**What you need to do**: Could you give back every record below exactly, leaving out the pictures?

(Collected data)
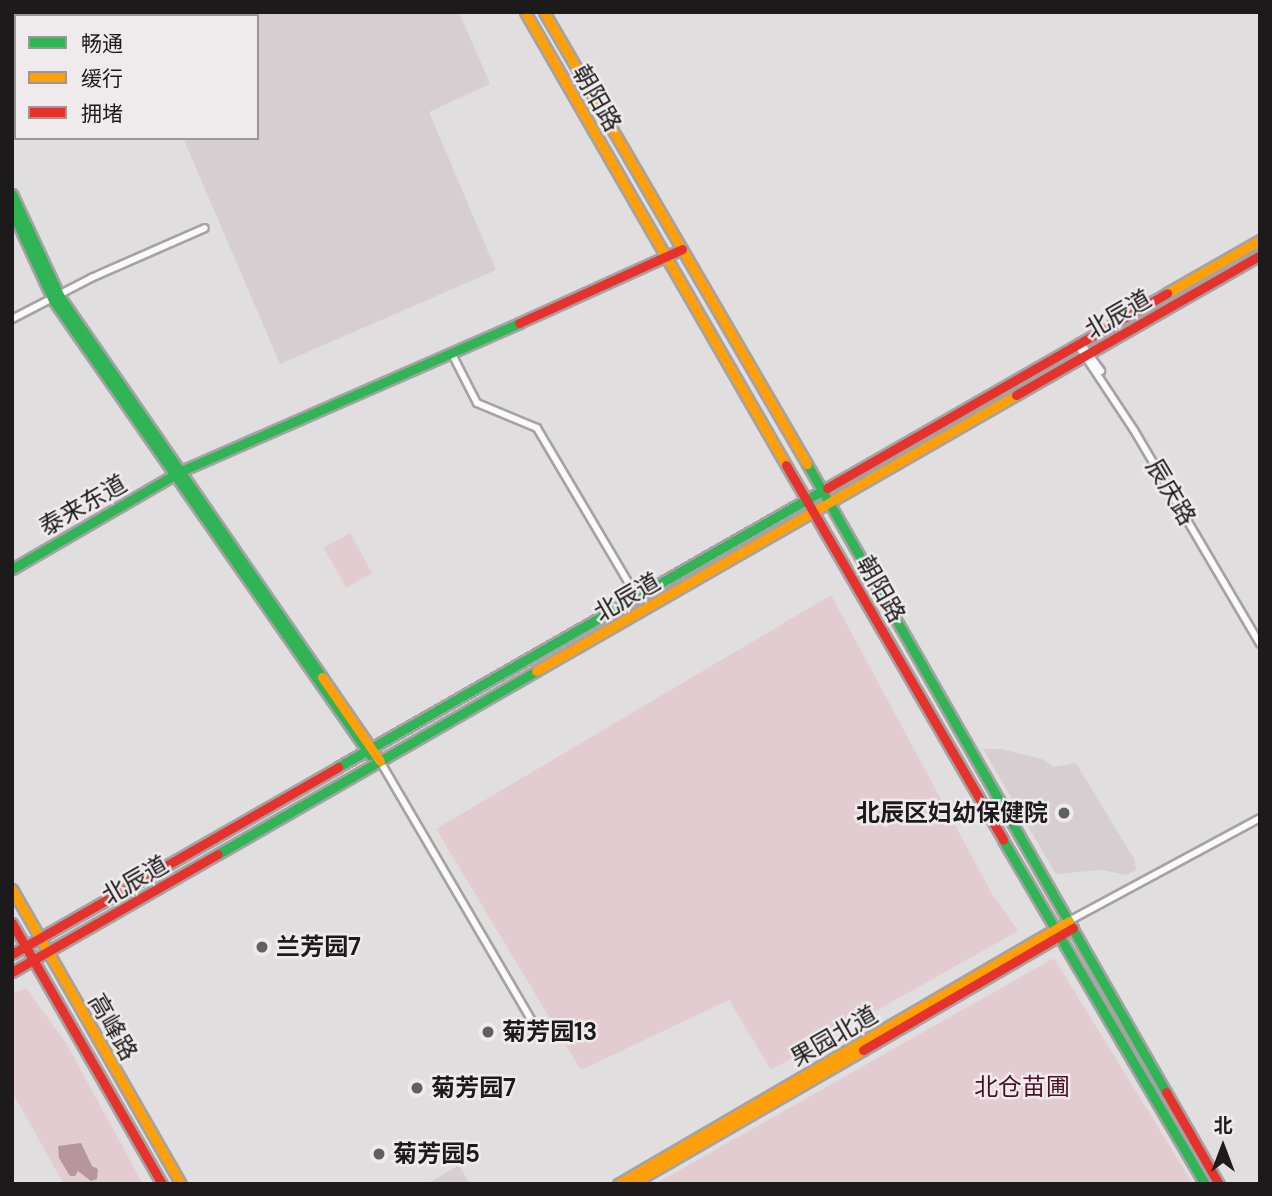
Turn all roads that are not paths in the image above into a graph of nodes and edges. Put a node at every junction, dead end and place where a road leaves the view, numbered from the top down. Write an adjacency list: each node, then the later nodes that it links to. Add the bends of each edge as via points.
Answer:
1 (525, 12): 9 (main road, 朝阳路)
2 (544, 12): 7 (main road, 朝阳路)
3 (12, 194): 10 (main road)
4 (12, 211): 10 (main road)
5 (205, 228): 10 (street, via 91,278)
6 (1260, 240): 12 (main road, 北辰道)
7 (681, 249): 9 (main road, 泰来东道); 16 (main road, 朝阳路)
8 (1260, 255): 14 (main road, 北辰道)
9 (666, 257): 13 (main road, 泰来东道); 17 (main road, 朝阳路)
10 (57, 298): 11 (street); 15 (main road)
11 (12, 319)
12 (1079, 343): 14 (street, 辰庆路); 16 (main road, 北辰道)
13 (452, 354): 15 (main road, 泰来东道); 21 (street, via 477,403 537,428)
14 (1087, 354): 18 (main road, 北辰道); 22 (street, 辰庆路, via 1138,428); 23 (street, 辰庆路)
15 (177, 472): 20 (main road, 泰来东道); 24 (main road)
16 (822, 490): 17 (main road, 北辰道); 18 (main road, 朝阳路)
17 (807, 499): 19 (main road, 朝阳路); 21 (main road, 北辰道)
18 (830, 502): 19 (main road, 北辰道); 29 (main road, 朝阳路)
19 (814, 512): 25 (main road, 北辰道); 30 (main road, 朝阳路)
20 (12, 569)
21 (637, 598): 24 (main road, 北辰道)
22 (1260, 638)
23 (1260, 644)
24 (368, 750): 25 (main road); 31 (main road, 北辰道)
25 (380, 761): 33 (main road, 北辰道); 37 (street)
26 (1260, 818): 29 (street)
27 (12, 888): 31 (main road, 高峰路)
28 (12, 923): 32 (main road, 高峰路)
29 (1071, 925): 30 (main road, 果园北道); 43 (main road, 朝阳路)
30 (1057, 933): 40 (main road, 果园北道); 41 (main road, 果园北道); 42 (main road, 朝阳路)
31 (40, 938): 32 (main road, 北辰道); 33 (main road, 高峰路)
32 (25, 946): 34 (main road, 北辰道); 35 (main road, 高峰路)
33 (48, 952): 35 (main road, 北辰道); 39 (main road, 高峰路)
34 (12, 954)
35 (33, 960): 36 (main road, 北辰道); 38 (main road, 高峰路)
36 (12, 972)
37 (537, 1030)
38 (162, 1184)
39 (181, 1184)
40 (618, 1184)
41 (631, 1184)
42 (1205, 1184)
43 (1219, 1184)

**The answer**:
Turn all roads that are not paths in the image above into a graph of nodes and edges. Put a node at every junction, dead end and place where a road leaves the view, numbered from the top down. Write an adjacency list: each node, then the later nodes that it links to. Add the bends of each edge as via points.
Answer:
1 (525, 12): 9 (main road, 朝阳路)
2 (544, 12): 7 (main road, 朝阳路)
3 (12, 194): 10 (main road)
4 (12, 211): 10 (main road)
5 (205, 228): 10 (street, via 91,278)
6 (1260, 240): 12 (main road, 北辰道)
7 (681, 249): 9 (main road, 泰来东道); 16 (main road, 朝阳路)
8 (1260, 255): 14 (main road, 北辰道)
9 (666, 257): 13 (main road, 泰来东道); 17 (main road, 朝阳路)
10 (57, 298): 11 (street); 15 (main road)
11 (12, 319)
12 (1079, 343): 14 (street, 辰庆路); 16 (main road, 北辰道)
13 (452, 354): 15 (main road, 泰来东道); 21 (street, via 477,403 537,428)
14 (1087, 354): 18 (main road, 北辰道); 22 (street, 辰庆路, via 1138,428); 23 (street, 辰庆路)
15 (177, 472): 20 (main road, 泰来东道); 24 (main road)
16 (822, 490): 17 (main road, 北辰道); 18 (main road, 朝阳路)
17 (807, 499): 19 (main road, 朝阳路); 21 (main road, 北辰道)
18 (830, 502): 19 (main road, 北辰道); 29 (main road, 朝阳路)
19 (814, 512): 25 (main road, 北辰道); 30 (main road, 朝阳路)
20 (12, 569)
21 (637, 598): 24 (main road, 北辰道)
22 (1260, 638)
23 (1260, 644)
24 (368, 750): 25 (main road); 31 (main road, 北辰道)
25 (380, 761): 33 (main road, 北辰道); 37 (street)
26 (1260, 818): 29 (street)
27 (12, 888): 31 (main road, 高峰路)
28 (12, 923): 32 (main road, 高峰路)
29 (1071, 925): 30 (main road, 果园北道); 43 (main road, 朝阳路)
30 (1057, 933): 40 (main road, 果园北道); 41 (main road, 果园北道); 42 (main road, 朝阳路)
31 (40, 938): 32 (main road, 北辰道); 33 (main road, 高峰路)
32 (25, 946): 34 (main road, 北辰道); 35 (main road, 高峰路)
33 (48, 952): 35 (main road, 北辰道); 39 (main road, 高峰路)
34 (12, 954)
35 (33, 960): 36 (main road, 北辰道); 38 (main road, 高峰路)
36 (12, 972)
37 (537, 1030)
38 (162, 1184)
39 (181, 1184)
40 (618, 1184)
41 (631, 1184)
42 (1205, 1184)
43 (1219, 1184)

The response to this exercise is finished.